YOUR INSTRUCTIONS |
Word for word, please restate each record and pass over the pictures.

■ ■ ■ ■

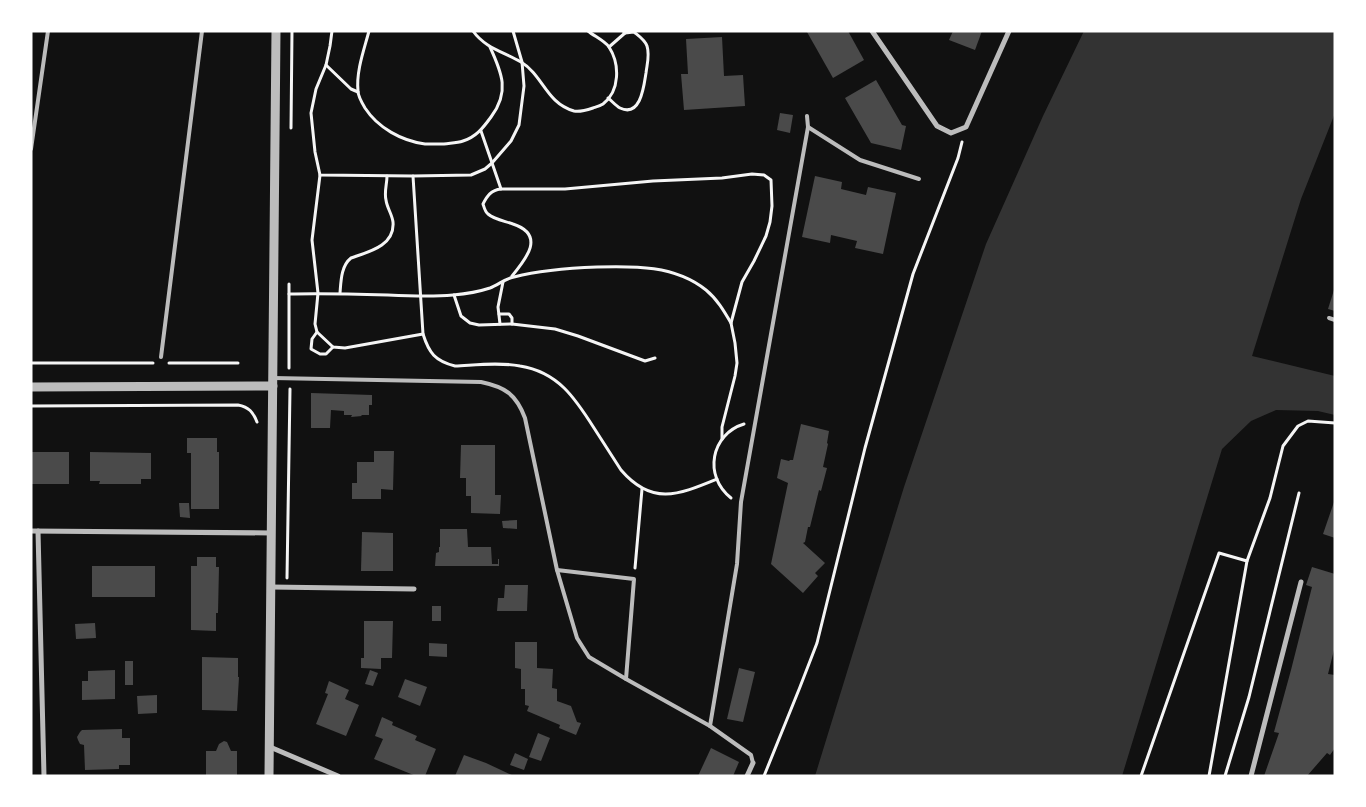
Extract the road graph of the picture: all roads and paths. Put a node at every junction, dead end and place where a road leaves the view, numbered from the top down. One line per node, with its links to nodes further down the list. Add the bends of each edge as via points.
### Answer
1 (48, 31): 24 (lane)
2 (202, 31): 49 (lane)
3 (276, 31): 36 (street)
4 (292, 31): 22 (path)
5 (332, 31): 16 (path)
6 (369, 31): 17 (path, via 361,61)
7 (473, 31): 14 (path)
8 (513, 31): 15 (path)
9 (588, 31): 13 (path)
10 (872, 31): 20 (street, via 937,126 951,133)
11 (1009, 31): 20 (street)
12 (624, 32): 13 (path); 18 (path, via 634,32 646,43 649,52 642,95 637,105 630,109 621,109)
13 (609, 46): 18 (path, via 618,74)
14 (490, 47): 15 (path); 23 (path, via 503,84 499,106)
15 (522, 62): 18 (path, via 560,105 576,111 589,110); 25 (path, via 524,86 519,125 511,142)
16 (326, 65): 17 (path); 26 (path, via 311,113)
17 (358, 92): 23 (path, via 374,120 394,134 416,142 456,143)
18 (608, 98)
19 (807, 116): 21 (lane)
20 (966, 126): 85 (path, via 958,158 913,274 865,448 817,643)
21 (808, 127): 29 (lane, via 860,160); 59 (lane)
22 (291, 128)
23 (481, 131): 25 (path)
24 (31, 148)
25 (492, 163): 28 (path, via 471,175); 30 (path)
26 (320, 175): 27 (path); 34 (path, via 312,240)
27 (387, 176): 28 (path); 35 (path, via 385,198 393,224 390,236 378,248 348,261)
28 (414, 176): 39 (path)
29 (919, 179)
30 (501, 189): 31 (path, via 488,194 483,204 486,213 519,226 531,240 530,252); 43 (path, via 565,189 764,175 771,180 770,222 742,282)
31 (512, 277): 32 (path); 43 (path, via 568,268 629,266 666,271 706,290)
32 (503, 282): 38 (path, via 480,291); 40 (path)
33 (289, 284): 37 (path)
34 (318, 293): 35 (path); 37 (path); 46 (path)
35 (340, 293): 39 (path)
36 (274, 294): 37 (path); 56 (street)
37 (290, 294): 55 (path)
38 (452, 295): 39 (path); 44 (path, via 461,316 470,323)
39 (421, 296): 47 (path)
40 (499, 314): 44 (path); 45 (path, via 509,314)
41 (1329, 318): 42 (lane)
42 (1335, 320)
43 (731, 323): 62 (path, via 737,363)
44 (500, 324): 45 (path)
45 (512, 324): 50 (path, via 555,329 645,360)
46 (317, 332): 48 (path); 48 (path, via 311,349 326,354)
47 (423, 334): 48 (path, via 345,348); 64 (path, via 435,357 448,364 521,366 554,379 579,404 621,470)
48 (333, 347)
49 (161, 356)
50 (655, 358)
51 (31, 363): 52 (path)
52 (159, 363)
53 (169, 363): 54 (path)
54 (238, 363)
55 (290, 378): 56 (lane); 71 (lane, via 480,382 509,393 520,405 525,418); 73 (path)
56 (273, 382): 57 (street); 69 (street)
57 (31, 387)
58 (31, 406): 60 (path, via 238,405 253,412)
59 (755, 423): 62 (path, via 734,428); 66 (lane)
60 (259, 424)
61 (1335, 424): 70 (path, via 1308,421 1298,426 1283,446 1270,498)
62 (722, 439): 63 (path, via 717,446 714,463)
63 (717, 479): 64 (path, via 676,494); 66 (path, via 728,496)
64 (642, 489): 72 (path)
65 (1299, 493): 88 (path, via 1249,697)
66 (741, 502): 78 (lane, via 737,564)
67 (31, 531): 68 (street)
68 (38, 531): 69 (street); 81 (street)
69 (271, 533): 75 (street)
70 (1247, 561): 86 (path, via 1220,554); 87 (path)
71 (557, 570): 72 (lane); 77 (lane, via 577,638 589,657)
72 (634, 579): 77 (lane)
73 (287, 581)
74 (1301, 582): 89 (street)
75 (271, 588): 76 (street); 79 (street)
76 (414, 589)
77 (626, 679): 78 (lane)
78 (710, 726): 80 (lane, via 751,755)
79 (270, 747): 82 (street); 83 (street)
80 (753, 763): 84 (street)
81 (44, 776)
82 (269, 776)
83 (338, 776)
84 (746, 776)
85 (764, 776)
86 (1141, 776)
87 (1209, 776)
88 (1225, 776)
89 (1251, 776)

■ ■ ■ ■

YOUR RESPONSE |
Extract the road graph of the picture: all roads and paths. Put a node at every junction, dead end and place where a road leaves the view, numbered from the top down. One line per node, with its links to nodes further down the list. Add the bends of each edge as via points.
### Answer
1 (48, 31): 24 (lane)
2 (202, 31): 49 (lane)
3 (276, 31): 36 (street)
4 (292, 31): 22 (path)
5 (332, 31): 16 (path)
6 (369, 31): 17 (path, via 361,61)
7 (473, 31): 14 (path)
8 (513, 31): 15 (path)
9 (588, 31): 13 (path)
10 (872, 31): 20 (street, via 937,126 951,133)
11 (1009, 31): 20 (street)
12 (624, 32): 13 (path); 18 (path, via 634,32 646,43 649,52 642,95 637,105 630,109 621,109)
13 (609, 46): 18 (path, via 618,74)
14 (490, 47): 15 (path); 23 (path, via 503,84 499,106)
15 (522, 62): 18 (path, via 560,105 576,111 589,110); 25 (path, via 524,86 519,125 511,142)
16 (326, 65): 17 (path); 26 (path, via 311,113)
17 (358, 92): 23 (path, via 374,120 394,134 416,142 456,143)
18 (608, 98)
19 (807, 116): 21 (lane)
20 (966, 126): 85 (path, via 958,158 913,274 865,448 817,643)
21 (808, 127): 29 (lane, via 860,160); 59 (lane)
22 (291, 128)
23 (481, 131): 25 (path)
24 (31, 148)
25 (492, 163): 28 (path, via 471,175); 30 (path)
26 (320, 175): 27 (path); 34 (path, via 312,240)
27 (387, 176): 28 (path); 35 (path, via 385,198 393,224 390,236 378,248 348,261)
28 (414, 176): 39 (path)
29 (919, 179)
30 (501, 189): 31 (path, via 488,194 483,204 486,213 519,226 531,240 530,252); 43 (path, via 565,189 764,175 771,180 770,222 742,282)
31 (512, 277): 32 (path); 43 (path, via 568,268 629,266 666,271 706,290)
32 (503, 282): 38 (path, via 480,291); 40 (path)
33 (289, 284): 37 (path)
34 (318, 293): 35 (path); 37 (path); 46 (path)
35 (340, 293): 39 (path)
36 (274, 294): 37 (path); 56 (street)
37 (290, 294): 55 (path)
38 (452, 295): 39 (path); 44 (path, via 461,316 470,323)
39 (421, 296): 47 (path)
40 (499, 314): 44 (path); 45 (path, via 509,314)
41 (1329, 318): 42 (lane)
42 (1335, 320)
43 (731, 323): 62 (path, via 737,363)
44 (500, 324): 45 (path)
45 (512, 324): 50 (path, via 555,329 645,360)
46 (317, 332): 48 (path); 48 (path, via 311,349 326,354)
47 (423, 334): 48 (path, via 345,348); 64 (path, via 435,357 448,364 521,366 554,379 579,404 621,470)
48 (333, 347)
49 (161, 356)
50 (655, 358)
51 (31, 363): 52 (path)
52 (159, 363)
53 (169, 363): 54 (path)
54 (238, 363)
55 (290, 378): 56 (lane); 71 (lane, via 480,382 509,393 520,405 525,418); 73 (path)
56 (273, 382): 57 (street); 69 (street)
57 (31, 387)
58 (31, 406): 60 (path, via 238,405 253,412)
59 (755, 423): 62 (path, via 734,428); 66 (lane)
60 (259, 424)
61 (1335, 424): 70 (path, via 1308,421 1298,426 1283,446 1270,498)
62 (722, 439): 63 (path, via 717,446 714,463)
63 (717, 479): 64 (path, via 676,494); 66 (path, via 728,496)
64 (642, 489): 72 (path)
65 (1299, 493): 88 (path, via 1249,697)
66 (741, 502): 78 (lane, via 737,564)
67 (31, 531): 68 (street)
68 (38, 531): 69 (street); 81 (street)
69 (271, 533): 75 (street)
70 (1247, 561): 86 (path, via 1220,554); 87 (path)
71 (557, 570): 72 (lane); 77 (lane, via 577,638 589,657)
72 (634, 579): 77 (lane)
73 (287, 581)
74 (1301, 582): 89 (street)
75 (271, 588): 76 (street); 79 (street)
76 (414, 589)
77 (626, 679): 78 (lane)
78 (710, 726): 80 (lane, via 751,755)
79 (270, 747): 82 (street); 83 (street)
80 (753, 763): 84 (street)
81 (44, 776)
82 (269, 776)
83 (338, 776)
84 (746, 776)
85 (764, 776)
86 (1141, 776)
87 (1209, 776)
88 (1225, 776)
89 (1251, 776)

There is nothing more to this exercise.